The Approach Banks Actually Respect
What hundreds of tech demos have taught me about trust, timing, and traction
If I had a dollar for every time a founder said “We just need to get in front of banks”, I could fund my own startup.
After facilitating hundreds of demos for financial institutions and startups of all shapes and sizes, I’ve seen what works and what doesn’t. Let’s just say… no one is clapping for pitch theater. Not anyone you want to fund your company, at least.
They’re looking for something else. Substance. Specificity. Strategic fit.
This isn’t Shark Tank — most of banking-tech focused VC is NOT sexy. You’re not here to ‘wow’. You’re here to build trust, earn credibility, and prove you can deliver real value with compliance, security, and roadmap alignment top of mind.

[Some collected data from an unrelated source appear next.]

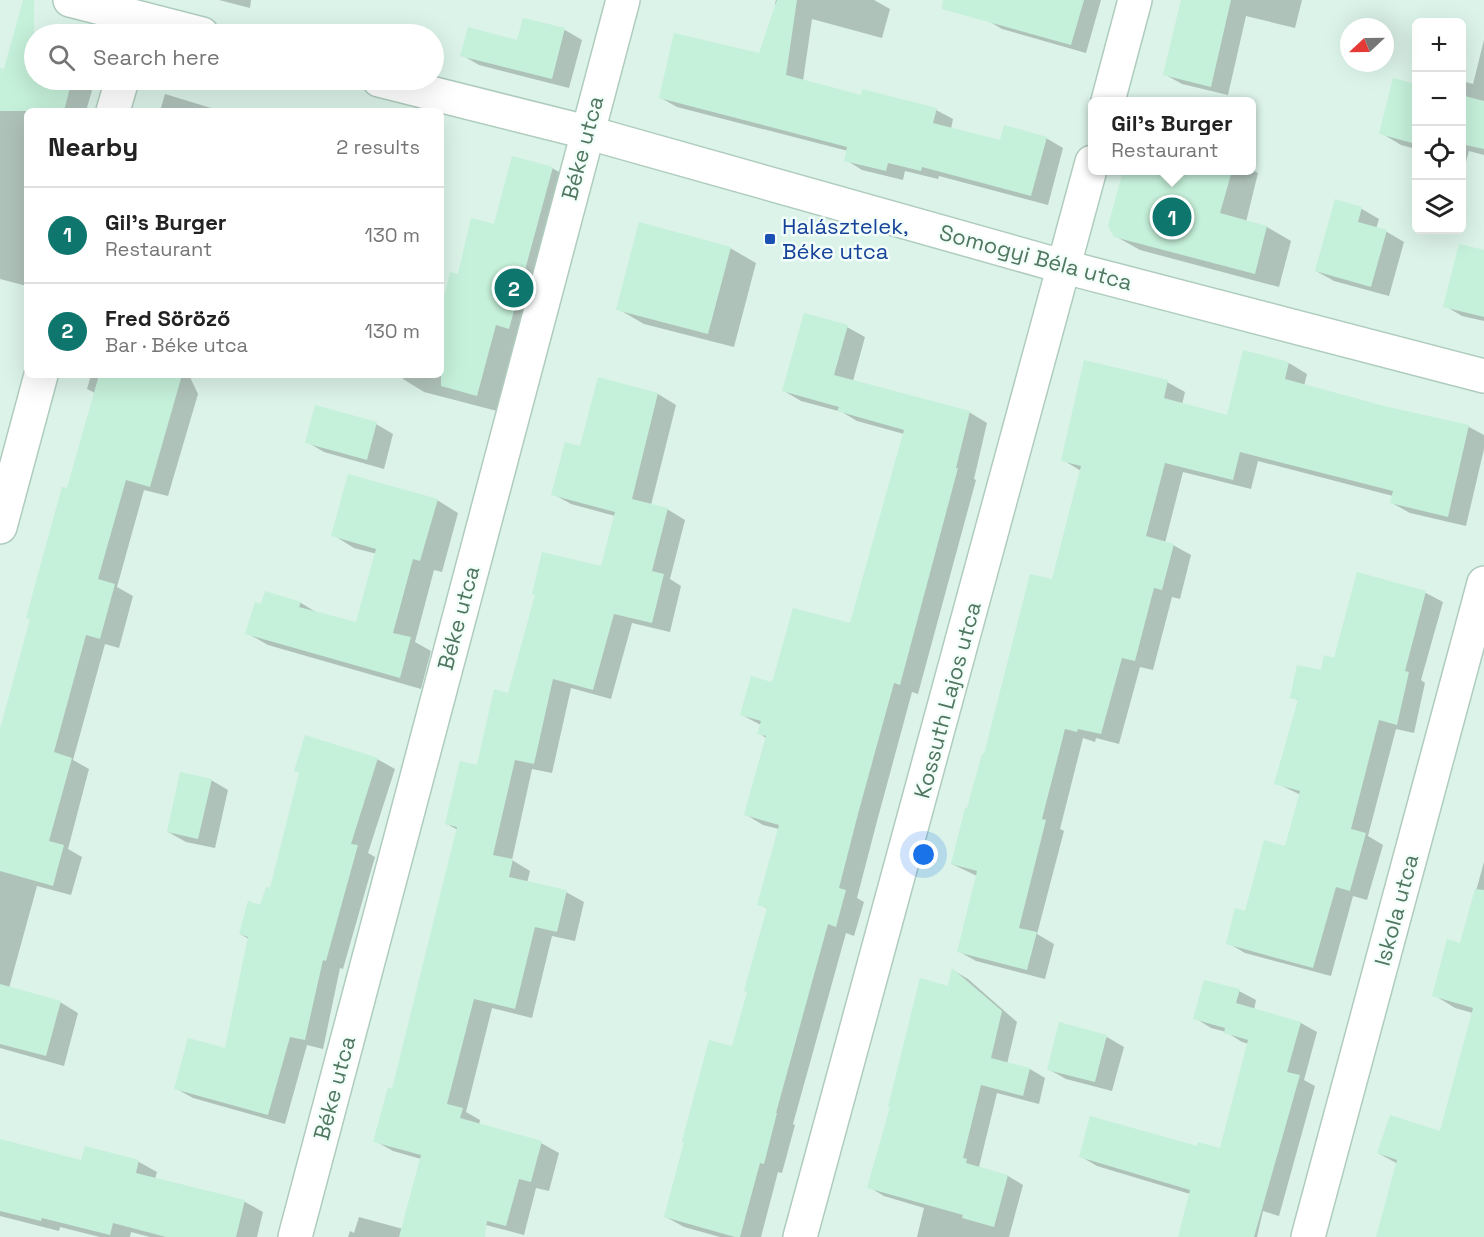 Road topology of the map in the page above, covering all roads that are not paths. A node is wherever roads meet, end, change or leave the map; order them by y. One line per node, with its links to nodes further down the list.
1 (70, 0): 4 (street)
2 (623, 0): 10 (street, Béke utca)
3 (1135, 0): 8 (street)
4 (139, 18): 5 (street)
5 (163, 24)
6 (119, 90): 9 (street)
7 (419, 90): 10 (street, Somogyi Béla utca)
8 (1109, 97)
9 (114, 108)
10 (586, 132): 12 (street, Somogyi Béla utca); 17 (street, Béke utca)
11 (1089, 175): 12 (street, Kossuth Lajos utca)
12 (1065, 267): 13 (street, Somogyi Béla utca); 18 (street, Kossuth Lajos utca)
13 (1484, 376)
14 (40, 378): 15 (street)
15 (0, 527)
16 (1484, 583): 19 (street, Iskola utca)
17 (295, 1237)
18 (800, 1237)
19 (1308, 1237)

Pitch Theater vs. Real Conversations
Let’s start with the difference. Pitch theater is what happens when founders come in hot with buzzwords and generic decks. Think “AI-powered everything” vague or overly-ambitious market sizing, demos that don’t match the problem statement. Or my personal favorite, the ever-dreaded “banking technology is so archaic, here’s why I’m going to change your entire tech stack and we’ll skip happily into the sunset together, laughing with our $millions$…”

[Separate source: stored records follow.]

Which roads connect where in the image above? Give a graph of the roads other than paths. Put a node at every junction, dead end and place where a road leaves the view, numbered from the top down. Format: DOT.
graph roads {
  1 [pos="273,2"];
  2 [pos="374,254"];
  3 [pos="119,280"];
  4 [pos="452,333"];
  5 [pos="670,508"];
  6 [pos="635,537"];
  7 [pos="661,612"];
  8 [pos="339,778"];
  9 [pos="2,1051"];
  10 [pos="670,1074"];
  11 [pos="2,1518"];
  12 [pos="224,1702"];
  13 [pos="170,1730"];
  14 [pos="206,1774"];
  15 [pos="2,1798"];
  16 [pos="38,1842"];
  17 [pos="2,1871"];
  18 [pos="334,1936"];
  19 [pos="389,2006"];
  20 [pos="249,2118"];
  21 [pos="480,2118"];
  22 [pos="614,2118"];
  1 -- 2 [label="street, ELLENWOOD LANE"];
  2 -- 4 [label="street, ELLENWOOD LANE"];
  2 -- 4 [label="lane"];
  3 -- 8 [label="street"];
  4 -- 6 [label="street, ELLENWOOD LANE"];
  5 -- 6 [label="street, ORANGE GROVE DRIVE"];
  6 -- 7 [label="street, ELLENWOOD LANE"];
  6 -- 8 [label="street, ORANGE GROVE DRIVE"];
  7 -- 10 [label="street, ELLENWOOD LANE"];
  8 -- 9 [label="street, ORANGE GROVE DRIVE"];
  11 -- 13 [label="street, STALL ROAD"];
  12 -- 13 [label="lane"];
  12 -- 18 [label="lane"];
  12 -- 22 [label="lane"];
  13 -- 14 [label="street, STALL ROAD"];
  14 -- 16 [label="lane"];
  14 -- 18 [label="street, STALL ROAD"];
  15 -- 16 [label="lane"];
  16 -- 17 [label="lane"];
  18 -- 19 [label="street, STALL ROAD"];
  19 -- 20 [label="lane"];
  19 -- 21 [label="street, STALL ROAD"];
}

Banks are polite… but they tune out. They’ve been burned before. Whether by their cores, other early stage companies, or partners that just straight up did not get it. And the cost of getting it wrong is much higher for them: reputational hits, regulatory scrutiny, customer churn. So, what gets their attention instead?
Trust is Earned, Not Assumed
I know, I know. Last week I talked all about how we don’t need to earn our place in the community. But — you do need to earn trust from me and my peers that your company and product is legitimate before I’d ever put you in front of a bank.
Trust starts before the pitch. If you walk in assuming the bank, aka your customer (!!), doesn’t “get it”, you’ve already lost the room.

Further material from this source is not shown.